遊撃手の成瀬脩人(東海大菅生)は「打球が転がらないし、バウンドも不安定なので、前に行かないと捕りに行けない」と話をしていたが、予測して捕りに行ける打球はなく、イレギュラーバウンドすることも多い。内野手のミスが多かった。ミスをする内野手の動きを見ると、取りに行く直前で両肩が浮いてしまい、目線がボールに対して、一定になっていない。エラーしてもおかしくない捕球体制になっている。
どう転がるのか、どうバウンドするのか、まったく読めない。名手と呼ばれる内野手もそういうグラウンドでプレーするうえでは、一からどう対応するのかを頭に入れるべき事案だと感じた。
ちなみにキューバより優れていると感じたのは外野守備。一歩目の反応、守備範囲の広さ、送球レベルの高さなどスピード感ある外野守備は世界に誇れるものだと実感した。
打撃 自分が打つべきポイント、タイミングをどうつかむべきか
東京代表の打撃は最終的にキューバの140キロ後半の投手を攻略するぐらいのレベルまでになった。セレクションに備え、10月の途中からやっていた選手もいれば、代表入りが決まり、11月から約1か月半、木製バットを使って準備をしてきた選手。打撃練習ではスタンドインできる選手が多くなり、その仕上がり度は過去の日本代表の選手たちと比べてもそん色ないレベルだったといえる。それぐらい今年の東京代表の打撃レベル、成長度は素晴らしいものがあった。
それぞれどのように対応していったのかを聞くと、小山 翔暉(東海大菅生)の場合、動作を小さくして、ポイントを前でとらえることを意識した。小松涼馬(帝京)はトップの動作で日本人打者にありがちなヘッドを投手方向に向ける動作をやめて、ヘッドを垂直に落として最短距離で振り抜くことを意識。足のあげ方を変えるなど工夫を凝らした。木製バットで練習を重ね、急激に打撃力を伸ばした佐藤英雄(日大三)は、キューバ選手の打撃動作を見て、コンパクトに強く振る動作に着目し、その結果、打撃練習では木製バットで本塁打にしていた。
投手よりなのか、捕手よりのポイントで捉えるかは人それぞれ。今回の東京代表は1か月半をかけて、日本国内・キューバ遠征合わせて10試合以上の実戦を重ねて、持ち味を発揮できるようになった。より実戦を重ねていくことが大切といえるだろう。
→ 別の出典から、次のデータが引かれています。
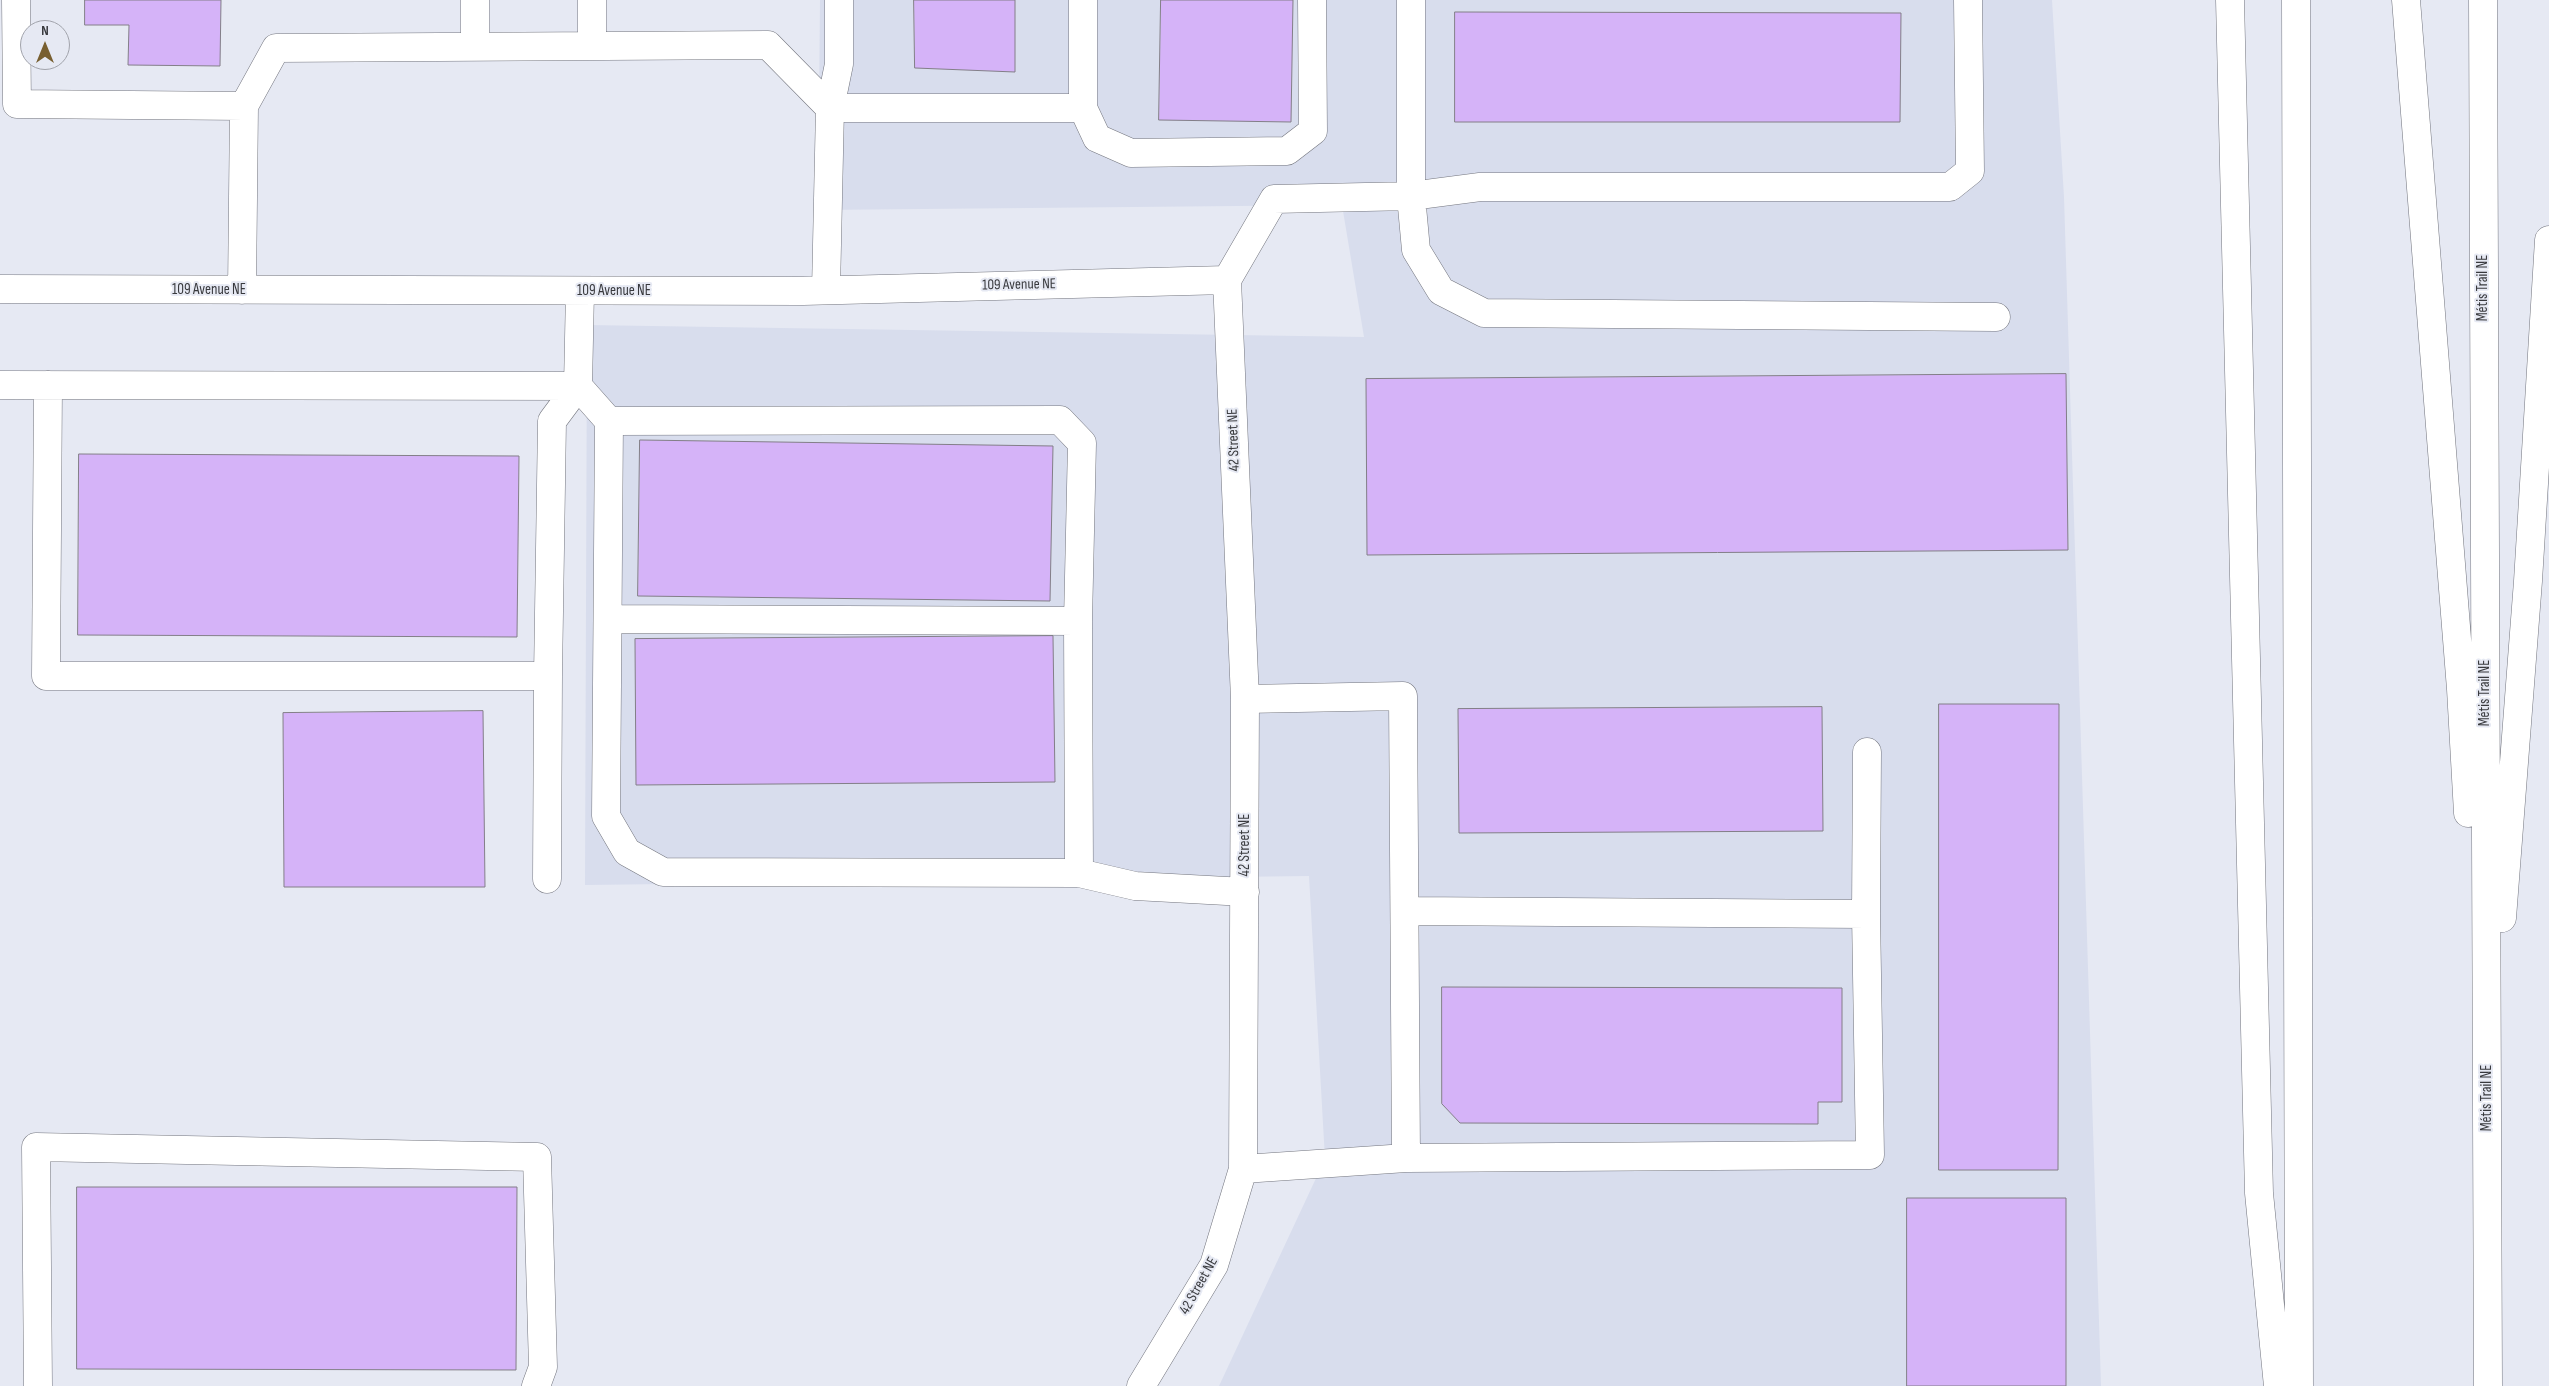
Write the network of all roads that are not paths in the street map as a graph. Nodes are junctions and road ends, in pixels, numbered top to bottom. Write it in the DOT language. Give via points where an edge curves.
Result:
graph roads {
  1 [pos="16,0"];
  2 [pos="475,0"];
  3 [pos="592,0"];
  4 [pos="839,0"];
  5 [pos="1083,0"];
  6 [pos="1312,0"];
  7 [pos="1411,0"];
  8 [pos="1968,0"];
  9 [pos="2230,0"];
  10 [pos="2296,0"];
  11 [pos="2406,0"];
  12 [pos="2483,0"];
  13 [pos="475,45"];
  14 [pos="592,45"];
  15 [pos="8,104"];
  16 [pos="244,106"];
  17 [pos="830,108"];
  18 [pos="1083,108"];
  19 [pos="1411,196"];
  20 [pos="2549,240"];
  21 [pos="1227,280"];
  22 [pos="0,289"];
  23 [pos="242,290"];
  24 [pos="580,290"];
  25 [pos="826,290"];
  26 [pos="1996,317"];
  27 [pos="0,385"];
  28 [pos="48,385"];
  29 [pos="578,386"];
  30 [pos="609,421"];
  31 [pos="608,619"];
  32 [pos="1078,621"];
  33 [pos="548,676"];
  34 [pos="1245,699"];
  35 [pos="1867,752"];
  36 [pos="1079,873"];
  37 [pos="547,879"];
  38 [pos="1245,892"];
  39 [pos="1406,911"];
  40 [pos="1866,914"];
  41 [pos="2487,1119"];
  42 [pos="1406,1158"];
  43 [pos="1243,1169"];
  44 [pos="38,1386"];
  45 [pos="536,1386"];
  46 [pos="1141,1386"];
  47 [pos="2278,1386"];
  48 [pos="2299,1386"];
  49 [pos="2488,1386"];
  1 -- 15 [label="main road"];
  2 -- 13 [label="main road"];
  3 -- 14 [label="main road"];
  4 -- 17 [label="main road" via="838,64"];
  5 -- 18 [label="main road"];
  6 -- 18 [label="main road" via="1313,131 1288,150 1130,153 1096,138"];
  7 -- 19 [label="main road"];
  8 -- 19 [label="main road" via="1970,170 1950,187 1480,187"];
  9 -- 47 [label="main road" via="2258,1193"];
  10 -- 48 [label="main road"];
  11 -- 41 [label="main road" via="2461,689"];
  12 -- 41 [label="main road, Métis Trail NE"];
  13 -- 14 [label="main road"];
  13 -- 16 [label="main road" via="276,48"];
  14 -- 17 [label="main road" via="768,45"];
  15 -- 16 [label="main road"];
  16 -- 23 [label="main road"];
  17 -- 18 [label="main road"];
  17 -- 25 [label="main road"];
  19 -- 21 [label="main road" via="1274,200"];
  19 -- 26 [label="main road" via="1416,250 1441,290 1484,313"];
  20 -- 41 [label="main road" via="2528,581"];
  21 -- 25 [label="main road, 109 Avenue NE"];
  21 -- 34 [label="main road, 42 Street NE"];
  22 -- 23 [label="main road, 109 Avenue NE"];
  23 -- 24 [label="main road, 109 Avenue NE"];
  24 -- 25 [label="main road, 109 Avenue NE"];
  24 -- 29 [label="main road"];
  27 -- 28 [label="main road"];
  28 -- 29 [label="main road"];
  28 -- 33 [label="main road" via="46,676"];
  29 -- 30 [label="main road"];
  29 -- 33 [label="main road" via="552,421"];
  30 -- 31 [label="main road"];
  30 -- 32 [label="main road" via="1060,420 1082,443"];
  31 -- 32 [label="main road"];
  31 -- 36 [label="main road" via="606,816 627,852 663,872"];
  32 -- 36 [label="main road"];
  33 -- 37 [label="main road"];
  34 -- 38 [label="main road, 42 Street NE"];
  34 -- 39 [label="main road" via="1404,696"];
  35 -- 40 [label="main road"];
  36 -- 38 [label="main road" via="1135,886"];
  38 -- 43 [label="main road, 42 Street NE"];
  39 -- 40 [label="main road"];
  39 -- 42 [label="main road"];
  40 -- 42 [label="main road" via="1870,1156"];
  41 -- 49 [label="main road, Métis Trail NE"];
  42 -- 43 [label="main road"];
  43 -- 46 [label="main road, 42 Street NE" via="1214,1265"];
  44 -- 45 [label="main road" via="36,1147 537,1157 543,1367"];
}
[page_break:異国の地で起こるすべての出来事を受け入れることができるか]異国の地で起こるすべての出来事を受け入れることができるかか
馬車でグラウンド整備も当たり前
キューバではいろいろな野球、文化があり、選手はそれを受け入れることに苦労したと思う。その中でも驚かされたのはキューバの応援スタイルだろう。キューバ人はブブゼラみたいな笛で、敵の守備時に吹く。これはキューバの国内リーグでは当たり前の光景で試合中はずっと吹いていて、うるさいものだった。
この親善試合でもそれを吹く中年オヤジがいたが、そのオヤジが持っているものは、球場で見た笛とは違うもので、自転車の空気入れのような形に改造されており、正規のものよりも数倍うるさく、トラックのクラクションみたいな音が鳴り響く。オヤジは「へへ」とにやつきながら、日本が失点するたびに音を鳴らすのだ。
東京代表の指導者からは、あの応援は迷惑だという声が多かった。日本では近隣住民の苦情につながる騒音による応援は禁止されており、日本の尺度で見ればあの応援は間違いなく規制が入るレベルだろう。
ただ、キューバでは当たり前のもので、それに動じないメンタリティが必要となる。今回の韓国で開催される世界大会はそういうこともあると頭に入れなければならない。まずは韓国の文化、応援文化を知りながら、対応することが必要だろう。
今回の東京遠征は日本高野連の泉正二郎氏がチーム付き相談役として同行していた。泉氏を通して、日本高野連も世界大会へ向けて準備を重ねていくのではないだろうか。今回のキューバ遠征が日本の高校野球をレベルアップさせる機会になることを期待したい。